I think it is a very good example of why "design by committee" is good. The "Rust Committee" has done a fantastic job
Thank you
They say a camel is a horse designed by a committee (https://en.wiktionary.org/wiki/a_camel_is_a_horse_designed_b...)
Yes:
* Goes twice as far as a horse
* On half the food and a quarter the water of a horse
* Carries twice as much as a horse
Yes, I like design by committee. I have been on some very good, and some very bad committees, but there is nothing like the power of a good committee
Thank you Rust!
I find it relatively simple. Much simpler than C++ (obviously). For someone who can write C++ and has some experience wth OCaml/Haskell/F#, it's not a hard language.
Complex is the wrong word. Baffling is a better word. Or counterintuitive, or cumbersome. If “easy enough for someone with experience in C++, OCaml, Haskell, and F#” were the same thing as “not hard” then I don’t think this debate would come up so frequently.
I mean, you can't expect to learn a new language in a few days, it'll always take a bit of work. My feeling is that people complaining of the language being hard aren't putting the effort.
My experience is that Rust is a relatively small language which doesn't introduce a lot of new concepts. The syntax is quite intuitive, and the compiler super helpful. The borrower checker was the only new thing for me.
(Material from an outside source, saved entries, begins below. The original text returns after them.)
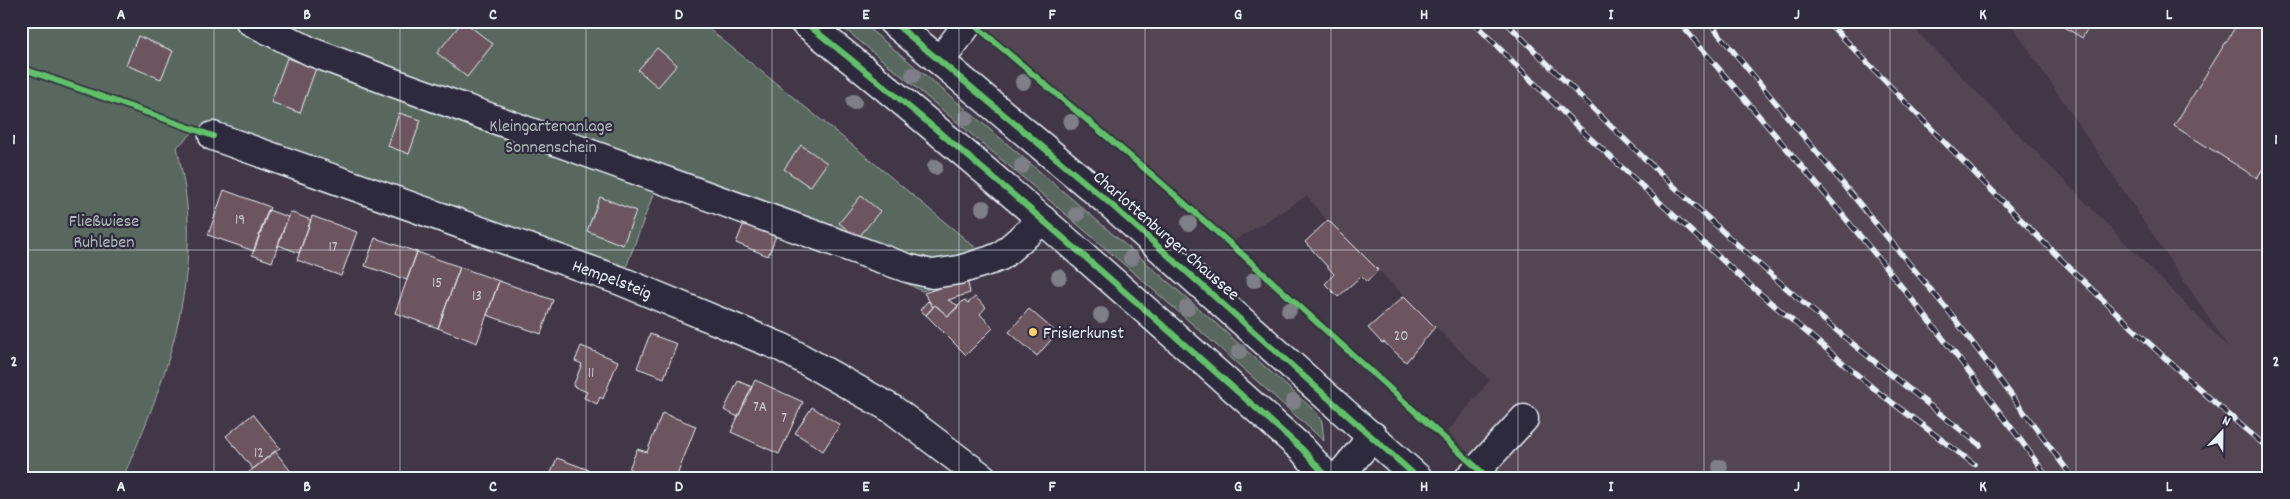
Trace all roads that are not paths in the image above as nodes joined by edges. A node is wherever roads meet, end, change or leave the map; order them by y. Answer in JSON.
{"nodes":[{"id":1,"x":250,"y":21,"type":"edge"},
{"id":2,"x":803,"y":21,"type":"edge"},
{"id":3,"x":892,"y":21,"type":"edge"},
{"id":4,"x":970,"y":21,"type":"edge"},
{"id":5,"x":940,"y":61,"type":"junction"},
{"id":6,"x":213,"y":136,"type":"dead end"},
{"id":7,"x":1043,"y":220,"type":"junction"},
{"id":8,"x":1524,"y":419,"type":"dead end"},
{"id":9,"x":1372,"y":436,"type":"junction"},
{"id":10,"x":983,"y":478,"type":"edge"},
{"id":11,"x":1328,"y":478,"type":"edge"},
{"id":12,"x":1338,"y":478,"type":"edge"},
{"id":13,"x":1418,"y":478,"type":"edge"},
{"id":14,"x":1469,"y":478,"type":"edge"}],
"edges":[{"from":1,"to":7,"type":"main road"},
{"from":2,"to":7,"type":"main road"},
{"from":3,"to":5,"type":"main road","name":"Charlottenburger Chaussee"},
{"from":4,"to":5,"type":"main road"},
{"from":5,"to":9,"type":"main road","name":"Charlottenburger Chaussee"},
{"from":6,"to":10,"type":"main road","name":"Hempelsteig"},
{"from":7,"to":11,"type":"main road"},
{"from":8,"to":14,"type":"main road"},
{"from":9,"to":12,"type":"main road"},
{"from":9,"to":13,"type":"main road","name":"Charlottenburger Chaussee"}]}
I'm not an expert at all, but my experience is that after spending 2 weeks full-time reading books and experimenting, I was able to work professionally with the language without feeling too much friction.
On the other hand, after spending much more time on C++, I don't feel really comfortable with the language.
The answer is straightforward: bugs exist. Even in formally proven software, mistakes can be made. Nothing is perfect.
Additionally, memory safety is a property that when people talk about it, they mean by default. All languages contain some amount of non-proven unsafe code in their implementation, or via features like FFI. Issues can arise when these two worlds interact. Yet, real-world usage shows that these cases are quite few compared to languages without these defaults. The exceptions are also a source of the CVEs you’re talking about.
For me, I almost never write "for loops" and "if statements" in Rust; instead I use "functional iterators" and "match expressions", which interface with the borrow checker more nicely.
For example, iterating over an array while modifying it is a common pattern in imperative languages that compiles fine but often causes hard to reason about logic errors during runtime. In Rust, such a thing would cause compile time errors. So instead you rewrite to be more functional, it compiles, and then the magic is it just works, which is a common property of functional languages like Haskell.
IMO a lot of the consternation about the cost of the learning curve is because developers haven't realized once you get past it, the benefit is your code more often is just correct and therefore you run into fewer runtime bugs. In other languages you get the code compiling faster, but then you spend a great deal of time debugging things at runtime which you didn't anticipate at compile time.